> Exercise aim: The answer must consist of each line of the records below that contains the string "dead".

> Collected data:

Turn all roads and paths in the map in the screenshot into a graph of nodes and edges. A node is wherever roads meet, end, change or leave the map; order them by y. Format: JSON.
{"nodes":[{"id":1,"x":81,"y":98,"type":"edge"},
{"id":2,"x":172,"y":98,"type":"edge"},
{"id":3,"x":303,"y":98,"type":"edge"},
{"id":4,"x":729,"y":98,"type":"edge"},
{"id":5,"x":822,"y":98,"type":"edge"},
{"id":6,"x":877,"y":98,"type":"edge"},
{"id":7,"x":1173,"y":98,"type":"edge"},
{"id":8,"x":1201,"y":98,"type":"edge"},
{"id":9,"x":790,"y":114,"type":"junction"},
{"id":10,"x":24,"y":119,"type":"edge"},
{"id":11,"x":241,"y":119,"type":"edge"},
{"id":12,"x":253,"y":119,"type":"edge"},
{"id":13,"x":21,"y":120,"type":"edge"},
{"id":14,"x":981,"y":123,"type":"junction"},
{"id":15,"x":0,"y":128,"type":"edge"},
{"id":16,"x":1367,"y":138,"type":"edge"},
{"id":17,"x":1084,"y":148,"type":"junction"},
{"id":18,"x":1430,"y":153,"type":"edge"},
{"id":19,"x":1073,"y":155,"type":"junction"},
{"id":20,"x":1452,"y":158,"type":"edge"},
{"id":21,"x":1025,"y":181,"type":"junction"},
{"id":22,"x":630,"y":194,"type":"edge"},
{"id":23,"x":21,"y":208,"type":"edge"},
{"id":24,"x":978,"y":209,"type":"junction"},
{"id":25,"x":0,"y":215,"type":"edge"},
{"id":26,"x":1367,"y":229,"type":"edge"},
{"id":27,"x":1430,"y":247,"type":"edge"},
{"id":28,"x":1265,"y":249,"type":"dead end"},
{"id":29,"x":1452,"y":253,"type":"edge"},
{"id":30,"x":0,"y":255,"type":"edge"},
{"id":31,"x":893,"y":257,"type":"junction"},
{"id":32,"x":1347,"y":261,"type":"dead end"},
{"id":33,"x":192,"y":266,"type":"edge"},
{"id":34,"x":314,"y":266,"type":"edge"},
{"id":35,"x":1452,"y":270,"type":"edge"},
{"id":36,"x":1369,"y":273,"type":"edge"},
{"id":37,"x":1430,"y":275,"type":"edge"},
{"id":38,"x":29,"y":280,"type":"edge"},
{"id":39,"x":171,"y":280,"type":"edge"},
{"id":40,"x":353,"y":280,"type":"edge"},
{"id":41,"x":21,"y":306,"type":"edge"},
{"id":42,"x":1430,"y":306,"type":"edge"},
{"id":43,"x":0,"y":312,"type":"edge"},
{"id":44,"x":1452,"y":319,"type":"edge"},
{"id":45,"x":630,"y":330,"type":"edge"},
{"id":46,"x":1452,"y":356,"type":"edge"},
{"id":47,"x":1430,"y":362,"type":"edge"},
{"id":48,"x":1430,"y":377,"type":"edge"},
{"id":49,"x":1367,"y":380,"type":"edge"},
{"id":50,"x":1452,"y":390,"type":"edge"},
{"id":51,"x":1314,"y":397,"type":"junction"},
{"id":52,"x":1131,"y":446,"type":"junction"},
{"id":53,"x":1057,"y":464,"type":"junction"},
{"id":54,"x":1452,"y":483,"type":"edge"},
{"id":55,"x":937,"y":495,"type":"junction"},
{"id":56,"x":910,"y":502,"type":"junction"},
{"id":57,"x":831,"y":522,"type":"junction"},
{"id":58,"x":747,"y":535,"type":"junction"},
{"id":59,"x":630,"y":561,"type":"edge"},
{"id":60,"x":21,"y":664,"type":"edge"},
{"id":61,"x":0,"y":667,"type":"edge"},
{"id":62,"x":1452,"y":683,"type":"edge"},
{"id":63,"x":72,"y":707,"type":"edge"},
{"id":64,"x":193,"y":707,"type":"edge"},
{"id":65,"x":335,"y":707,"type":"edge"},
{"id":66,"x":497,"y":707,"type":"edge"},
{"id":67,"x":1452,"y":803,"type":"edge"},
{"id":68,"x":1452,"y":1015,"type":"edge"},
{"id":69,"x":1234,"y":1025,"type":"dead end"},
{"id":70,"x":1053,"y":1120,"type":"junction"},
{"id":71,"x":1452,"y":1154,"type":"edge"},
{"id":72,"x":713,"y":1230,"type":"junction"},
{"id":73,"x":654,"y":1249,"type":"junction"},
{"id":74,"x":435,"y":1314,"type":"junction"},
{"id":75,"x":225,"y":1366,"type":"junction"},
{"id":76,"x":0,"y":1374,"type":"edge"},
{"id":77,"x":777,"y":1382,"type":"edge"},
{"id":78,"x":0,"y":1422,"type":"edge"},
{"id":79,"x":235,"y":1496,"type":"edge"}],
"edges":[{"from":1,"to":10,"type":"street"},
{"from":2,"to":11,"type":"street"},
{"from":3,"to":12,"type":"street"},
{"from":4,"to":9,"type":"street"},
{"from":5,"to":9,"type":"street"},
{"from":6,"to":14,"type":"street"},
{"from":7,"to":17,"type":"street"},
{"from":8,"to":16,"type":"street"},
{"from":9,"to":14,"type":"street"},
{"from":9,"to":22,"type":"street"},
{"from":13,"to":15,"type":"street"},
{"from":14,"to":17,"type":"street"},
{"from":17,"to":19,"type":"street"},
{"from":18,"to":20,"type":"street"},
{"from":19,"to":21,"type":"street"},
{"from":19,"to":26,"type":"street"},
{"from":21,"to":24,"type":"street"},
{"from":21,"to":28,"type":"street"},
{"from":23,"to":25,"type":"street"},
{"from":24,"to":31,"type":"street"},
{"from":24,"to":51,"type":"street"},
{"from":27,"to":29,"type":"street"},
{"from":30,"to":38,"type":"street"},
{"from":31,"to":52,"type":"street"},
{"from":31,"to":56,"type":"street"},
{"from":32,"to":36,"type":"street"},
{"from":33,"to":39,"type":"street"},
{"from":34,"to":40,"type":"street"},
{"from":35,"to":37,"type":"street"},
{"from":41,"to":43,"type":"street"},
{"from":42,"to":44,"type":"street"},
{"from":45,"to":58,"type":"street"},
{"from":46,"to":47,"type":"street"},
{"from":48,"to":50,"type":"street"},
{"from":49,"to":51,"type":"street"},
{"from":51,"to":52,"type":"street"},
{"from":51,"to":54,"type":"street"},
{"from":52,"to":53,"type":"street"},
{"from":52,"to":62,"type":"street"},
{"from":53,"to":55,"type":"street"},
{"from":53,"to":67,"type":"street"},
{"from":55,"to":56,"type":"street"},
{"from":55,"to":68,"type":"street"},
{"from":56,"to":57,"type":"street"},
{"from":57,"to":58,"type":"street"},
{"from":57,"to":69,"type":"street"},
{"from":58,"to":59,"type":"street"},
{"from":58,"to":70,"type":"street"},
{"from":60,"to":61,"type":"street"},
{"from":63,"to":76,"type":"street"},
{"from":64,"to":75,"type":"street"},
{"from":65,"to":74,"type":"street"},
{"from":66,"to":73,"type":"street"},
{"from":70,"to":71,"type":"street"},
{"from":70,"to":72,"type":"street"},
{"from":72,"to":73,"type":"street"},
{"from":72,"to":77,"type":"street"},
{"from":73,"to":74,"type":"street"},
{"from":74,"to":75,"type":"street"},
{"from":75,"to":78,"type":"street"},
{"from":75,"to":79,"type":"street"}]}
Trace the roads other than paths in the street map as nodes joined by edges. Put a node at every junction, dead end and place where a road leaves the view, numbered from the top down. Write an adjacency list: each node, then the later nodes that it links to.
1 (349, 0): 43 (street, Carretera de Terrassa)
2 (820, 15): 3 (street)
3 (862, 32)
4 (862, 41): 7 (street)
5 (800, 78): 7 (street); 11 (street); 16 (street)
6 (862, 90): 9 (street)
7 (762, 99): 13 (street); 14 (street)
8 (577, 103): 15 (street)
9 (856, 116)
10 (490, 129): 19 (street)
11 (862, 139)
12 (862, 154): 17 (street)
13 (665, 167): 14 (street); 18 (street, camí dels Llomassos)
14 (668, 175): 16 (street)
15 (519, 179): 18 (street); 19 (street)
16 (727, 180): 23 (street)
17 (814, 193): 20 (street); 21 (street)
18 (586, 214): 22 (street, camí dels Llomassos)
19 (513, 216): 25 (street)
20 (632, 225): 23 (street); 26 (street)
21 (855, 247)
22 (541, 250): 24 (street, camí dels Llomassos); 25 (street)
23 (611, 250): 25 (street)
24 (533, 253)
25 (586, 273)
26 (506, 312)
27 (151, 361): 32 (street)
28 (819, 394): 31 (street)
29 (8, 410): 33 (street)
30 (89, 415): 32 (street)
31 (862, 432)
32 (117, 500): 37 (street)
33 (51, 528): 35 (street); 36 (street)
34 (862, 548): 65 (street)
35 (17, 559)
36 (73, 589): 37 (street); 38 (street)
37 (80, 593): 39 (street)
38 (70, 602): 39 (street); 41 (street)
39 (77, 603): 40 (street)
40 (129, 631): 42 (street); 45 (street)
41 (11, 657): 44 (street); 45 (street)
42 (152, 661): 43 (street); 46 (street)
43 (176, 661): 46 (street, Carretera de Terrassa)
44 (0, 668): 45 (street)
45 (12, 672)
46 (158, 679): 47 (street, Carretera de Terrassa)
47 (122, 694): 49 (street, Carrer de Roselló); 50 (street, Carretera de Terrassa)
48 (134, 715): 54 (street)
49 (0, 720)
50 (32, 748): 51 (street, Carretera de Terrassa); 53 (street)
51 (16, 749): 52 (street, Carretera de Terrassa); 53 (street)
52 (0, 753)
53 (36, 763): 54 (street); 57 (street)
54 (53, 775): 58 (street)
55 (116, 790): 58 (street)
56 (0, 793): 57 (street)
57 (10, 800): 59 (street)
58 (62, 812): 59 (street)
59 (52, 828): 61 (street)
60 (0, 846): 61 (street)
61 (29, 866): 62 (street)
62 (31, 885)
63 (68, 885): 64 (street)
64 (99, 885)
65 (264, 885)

> Exercise answer:
{"id":28,"x":1265,"y":249,"type":"dead end"},
{"id":32,"x":1347,"y":261,"type":"dead end"},
{"id":69,"x":1234,"y":1025,"type":"dead end"},
Trace the roads other than paths in the street map as nodes joined by edges. Put a node at every junction, dead end and place where a road leaves the view, numbered from the top down. Write an adjacency list: each node, then the later nodes that it links to.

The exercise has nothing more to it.